Just last month, a DEA national initiative targeted drugs on social media.
According to the DEA, in that investigation, more than 1100 drug cases were linked to social media and encrypted communications platforms, including Facebook, Instagram, TikTok, Snapchat, WhatsApp, Telegram, Signal, Wire and Wickr.

At a park in Lakewood on Tuesday it was all about child’s play. But the parents we talked with were aware of the web of danger on social media.
“It scares me a little, but it doesn’t surprise me,” said. Calie Hollinshead, the mother of two.

Emily Hale is the mother of three young girls. Her children do not have social media or cell phones.

“We’ve heard it said that when you give your kid a phone, their childhood is over,” said Hale.

Gretchen Anderson is the mother of four boys, and she is concerned about social media.
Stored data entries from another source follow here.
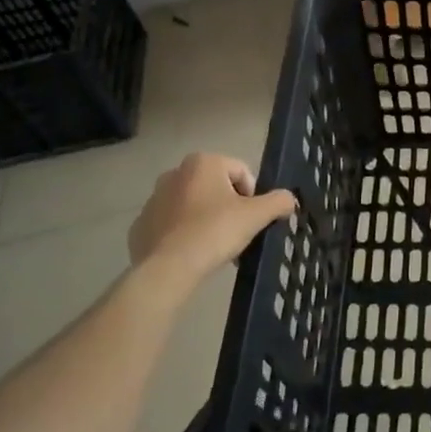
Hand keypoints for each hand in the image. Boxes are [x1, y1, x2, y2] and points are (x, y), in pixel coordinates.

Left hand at [128, 153, 295, 287]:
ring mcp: (154, 199)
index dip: (252, 196)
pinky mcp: (140, 225)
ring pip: (192, 205)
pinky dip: (183, 234)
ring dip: (206, 219)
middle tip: (235, 232)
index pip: (241, 172)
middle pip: (215, 187)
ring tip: (214, 246)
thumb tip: (290, 199)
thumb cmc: (215, 231)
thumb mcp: (256, 215)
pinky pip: (171, 225)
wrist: (168, 269)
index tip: (251, 219)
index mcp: (203, 162)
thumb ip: (278, 202)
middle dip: (227, 206)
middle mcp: (175, 173)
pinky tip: (192, 253)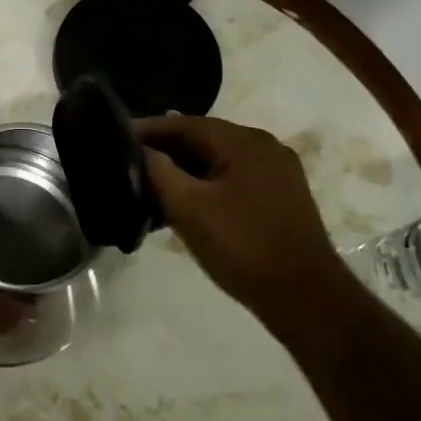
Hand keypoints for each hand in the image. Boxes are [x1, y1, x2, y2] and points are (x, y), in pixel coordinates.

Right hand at [138, 115, 356, 327]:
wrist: (304, 297)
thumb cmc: (242, 245)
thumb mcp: (189, 207)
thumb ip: (160, 172)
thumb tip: (141, 151)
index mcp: (244, 141)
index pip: (185, 123)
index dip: (148, 129)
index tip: (116, 136)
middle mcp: (264, 147)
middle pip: (203, 139)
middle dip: (165, 151)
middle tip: (128, 163)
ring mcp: (276, 174)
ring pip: (217, 162)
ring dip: (184, 172)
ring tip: (149, 187)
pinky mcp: (280, 199)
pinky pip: (232, 181)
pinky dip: (205, 187)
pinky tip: (183, 206)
Her children don’t have phones or social media. “My oldest talks about TikTok because of a classmate. We make it very clear that you don’t need a phone, and you’re not getting any of that,” she explained.

As drug dealers get more creative with pushing dope. “They’re looking for encryption, they’re looking for ways not to be detected and these apps are definitely the way,” said Auten.

That is why law enforcement is forced to change how they do business. “We have cyber groups. We have very specific training for some very smart people who sit down and try to break through those barriers that social media puts up,” said Auten.

The DEA said it provided hundreds of drug street names to a technology company which resulted in 20,000 social media accounts being shut down.